How to Broaden Your Research Horizons

by Prof Mai Yiu Wing, former Head, Department of Manufacturing Engineering and Engineering Management

How to recommend ways for all postgraduate students to "broaden research horizons" is a complex task, particularly considering the wide spectrum of research disciplines of studies offered at our University. Often, postgraduate students have varied backgrounds, experiences, goals and objectives. In what follows, I will endeavour to give a personal perspective on this issue and hope that you will find it beneficial.

Our ultimate pursuit in research is excellence. And achieving excellence is like reaching the apex of a pyramid that has a broad base. The higher the apex is then the more we see. There is certainly truth in the old Chinese saying that "to see a thousand miles away, go up one more floor". If we assume geometric similarity of all pyramids, then the broader the base, the higher the apex. But the base needs to be strong and stiff to provide the foundation to support the structure. Likewise, broadening horizons will provide the basic elements needed to achieve research excellence. How then should we broaden our horizons?

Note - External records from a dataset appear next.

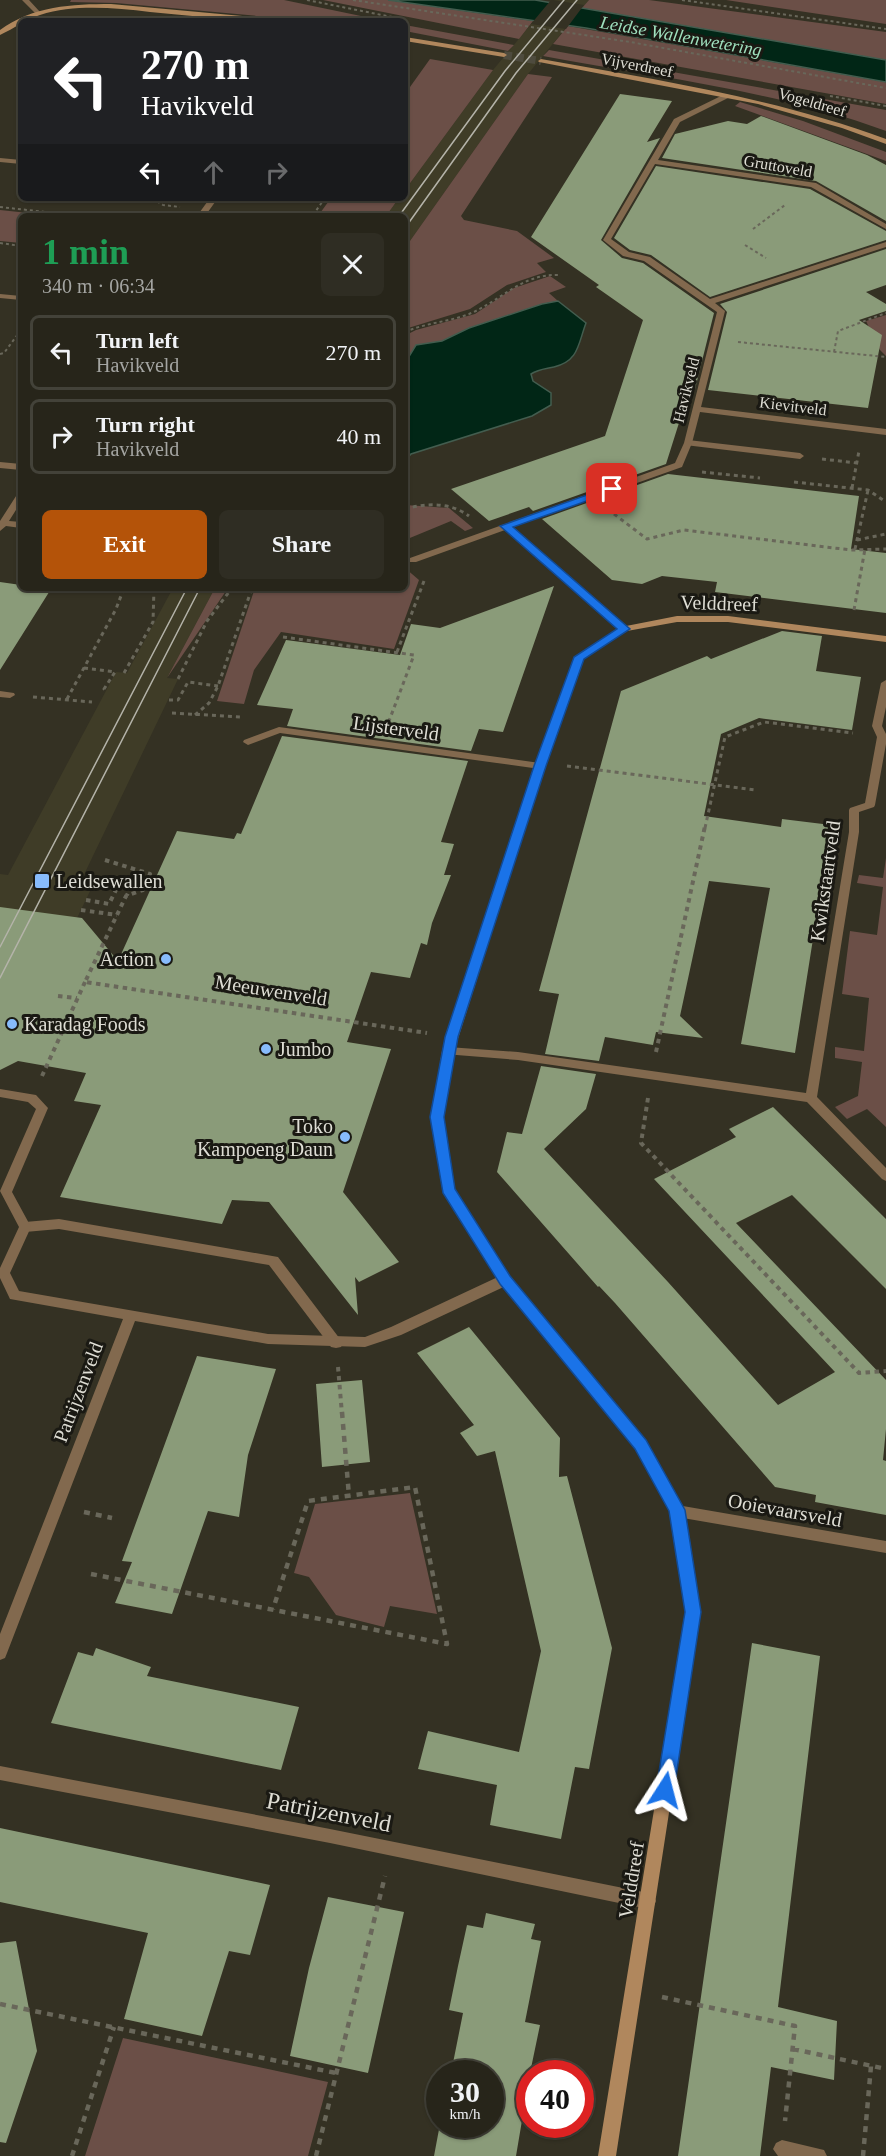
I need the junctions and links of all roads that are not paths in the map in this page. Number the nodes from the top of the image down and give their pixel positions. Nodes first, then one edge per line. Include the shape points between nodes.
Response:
1 (25, 0) edge
2 (38, 13) junction
3 (26, 18) edge
4 (212, 18) edge
5 (18, 21) edge
6 (0, 33) edge
7 (408, 39) edge
8 (504, 55) tunnel mouth
9 (541, 61) tunnel mouth
10 (728, 96) junction
11 (886, 142) edge
12 (0, 160) edge
13 (18, 162) edge
14 (655, 162) junction
15 (886, 227) edge
16 (886, 244) edge
17 (0, 296) edge
18 (18, 298) edge
19 (709, 302) junction
20 (697, 410) junction
21 (886, 432) edge
22 (688, 443) junction
23 (800, 456) road end
24 (0, 465) edge
25 (18, 467) edge
26 (18, 500) edge
27 (2, 525) edge
28 (18, 525) edge
29 (506, 526) junction
30 (413, 560) dead end
31 (624, 629) junction
32 (886, 639) edge
33 (886, 682) edge
34 (248, 742) dead end
35 (541, 764) junction
36 (448, 1051) junction
37 (0, 1093) edge
38 (811, 1098) junction
39 (886, 1176) edge
40 (25, 1227) junction
41 (505, 1280) junction
42 (131, 1315) junction
43 (336, 1342) junction
44 (677, 1510) junction
45 (886, 1547) edge
46 (0, 1653) edge
47 (0, 1773) edge
48 (648, 1901) junction
49 (782, 2149) road end
50 (607, 2156) edge
51 (818, 2156) edge

1 - 2 street
2 - 3 street
2 - 4 street via 56,8 102,6
5 - 6 street
7 - 8 street
9 - 10 street, Vijverdreef
10 - 11 street, Vogeldreef via 782,107
10 - 14 street via 678,121
12 - 13 street
14 - 15 street, Gruttoveld via 813,185
14 - 19 street via 607,240 626,255 647,260
16 - 19 street
17 - 18 street
19 - 20 street, Havikveld via 721,311
20 - 21 street, Kievitveld
20 - 22 street, Havikveld
22 - 23 street
22 - 29 street, Havikveld via 679,465
24 - 25 street
26 - 27 street
27 - 28 street
29 - 30 street
29 - 31 street
31 - 32 street, Velddreef via 677,619 728,619
31 - 35 street, Velddreef via 579,657
33 - 38 street, Kwikstaartveld via 878,726 882,737 870,805 854,810 854,832
34 - 35 street, Lijsterveld via 279,730
35 - 36 street, Velddreef
36 - 38 street via 518,1056
36 - 41 street, Velddreef via 437,1117 448,1189
37 - 40 street via 32,1098 42,1108 6,1192
38 - 39 street
40 - 42 street via 4,1273 15,1295
40 - 43 street via 59,1224 273,1261
41 - 43 street via 396,1331 365,1342
41 - 44 street, Velddreef via 641,1444
42 - 43 street via 268,1339
42 - 46 street, Patrijzenveld
44 - 45 street, Ooievaarsveld
44 - 48 street, Velddreef via 693,1612
47 - 48 street, Patrijzenveld
48 - 50 street, Velddreef
49 - 51 street

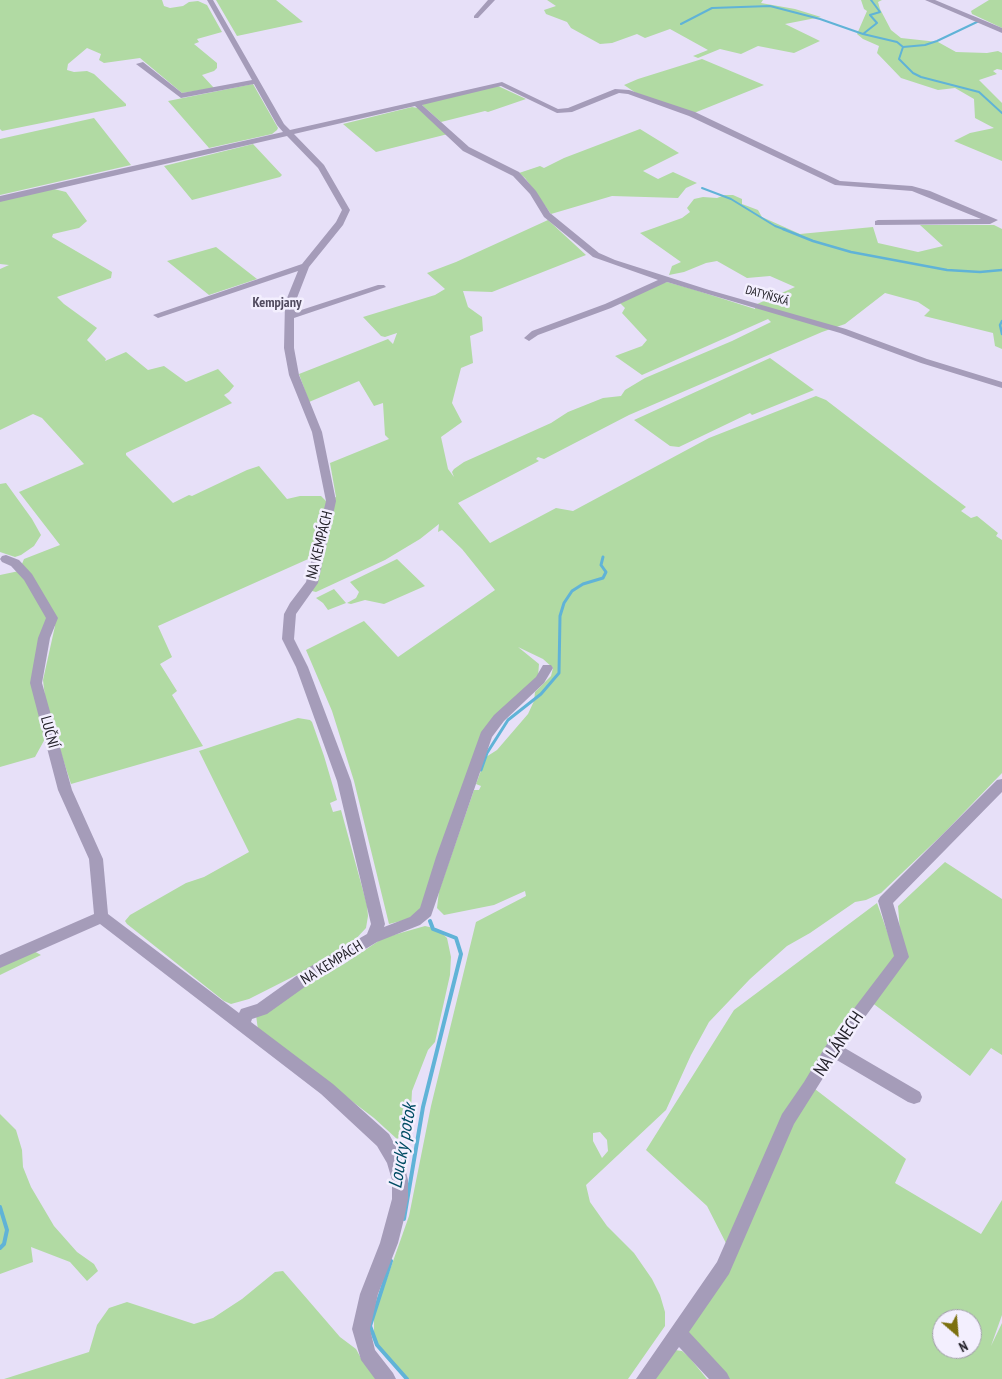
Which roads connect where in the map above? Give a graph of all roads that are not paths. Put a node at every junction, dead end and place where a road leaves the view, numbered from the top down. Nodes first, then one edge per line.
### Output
1 (210, 0) edge
2 (492, 0) edge
3 (929, 0) edge
4 (476, 17) dead end
5 (1002, 31) edge
6 (140, 64) dead end
7 (257, 81) junction
8 (416, 103) junction
9 (288, 133) junction
10 (0, 199) edge
11 (998, 220) edge
12 (878, 223) dead end
13 (305, 266) junction
14 (667, 280) junction
15 (381, 287) dead end
16 (158, 315) dead end
17 (290, 316) junction
18 (529, 338) dead end
19 (1002, 384) edge
20 (6, 559) dead end
21 (547, 668) dead end
22 (1002, 784) edge
23 (101, 917) junction
24 (372, 938) junction
25 (0, 962) edge
26 (242, 1024) junction
27 (832, 1049) junction
28 (914, 1097) dead end
29 (678, 1333) junction
30 (388, 1379) edge
31 (645, 1379) edge
32 (721, 1379) edge

1 - 7 street
2 - 4 street
3 - 5 street
6 - 7 street
7 - 9 street
8 - 9 street
8 - 11 street
8 - 14 street, DATYŇSKÁ
9 - 10 street
9 - 13 street, NA KEMPÁCH
11 - 12 street
13 - 16 street
13 - 17 street, NA KEMPÁCH
14 - 18 street
14 - 19 street, DATYŇSKÁ
15 - 17 street
17 - 24 street, NA KEMPÁCH
20 - 23 street, LUČNÍ
21 - 24 street
22 - 27 street, NA LÁNECH
23 - 25 street
23 - 26 street
24 - 26 street, NA KEMPÁCH
26 - 30 street
27 - 28 street
27 - 29 street, NA LÁNECH
29 - 31 street, NA LÁNECH
29 - 32 street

One criticism of today's postgraduate students is their narrow breadth and shallow depth, not only in their chosen fields of research but also in related disciplines. Narrow breadth and shallow depth, along with a general lack of enthusiasm, can stifle creativity and limit imagination. My experience suggests that, to broaden our horizons, the golden rules of "read more, listen more, see more and write more" remain largely valid. 

Read more

I think we need to develop a genuine interest to read beyond what is usually related to our own research projects. What apparently appears to be unrelated may turn out to be very much intertwined with our work. This is the importance of cross-disciplinary and interdisciplinary studies. An example is the new research area "biomimetics", which involves learning from nature and brings together the two fields of materials and biology. We may find some techniques and analytical models developed for other fields can be applied to our own research with much neater and more accurate solutions. I believe we should read more and learn more, remove the pedestrian and retain the central information. This is not a difficult task anymore. With today's availability of the Internet and the Web, such information is readily at our fingertips.

Listen more

Within our University there are many seminars every week. One easy way to broaden our horizons is to attend seminars that are even remotely related to our own work. We may be delightfully surprised to hear that a civil engineering research student is solving a foundation problem on piling with similar analytical tools and numerical techniques that are applied by a materials postgraduate student to a fibre push-in problem on composite interfaces. Team research is another effective way to bring about a broad perspective on research through group discussions and presentations. I sadly miss the tearoom culture in which I could listen to wild ideas and hot debates between learned colleagues on any research topic. It is this kind of environment that generates new concepts and novel ideas. Outside the University, I would encourage you to attend research workshops and conferences and listen to great minds and accomplished research leaders in order to keep up with the frontiers in your fields and see how these may help your own studies.

See more

"It is better to walk a million miles than to read a million scrolls". What eternal truth! Nothing is more valuable and enlightening than to personally see and witness the occurrence of events as they unfold, landmarks that only appear in history books, cultures of different kinds, and so on. When this is translated to research I advocate an outreach experience for all postgraduate students, with periods of placement at various overseas centres of excellence. This experience will surely broaden your research horizons and give you an international exposure and an opportunity to network with the very best in your research fields.

Write more

Reading more, listening more and seeing more are insufficient without an integration of these three elements. We need to write more: to write down what we read, hear and see, lest we forget! We have to attend to details, to analyse with good depth and to form novel ideas. Only in this way does the broadening of horizons lead to innovative and original research.

These are my personal views about how to broaden research horizons, which hopefully will lead to successful research outcomes. But whether we can become a researcher of distinction also depends very much on being in the right place at the right time! I wish you every success in your pursuit of a research degree at CityUHK.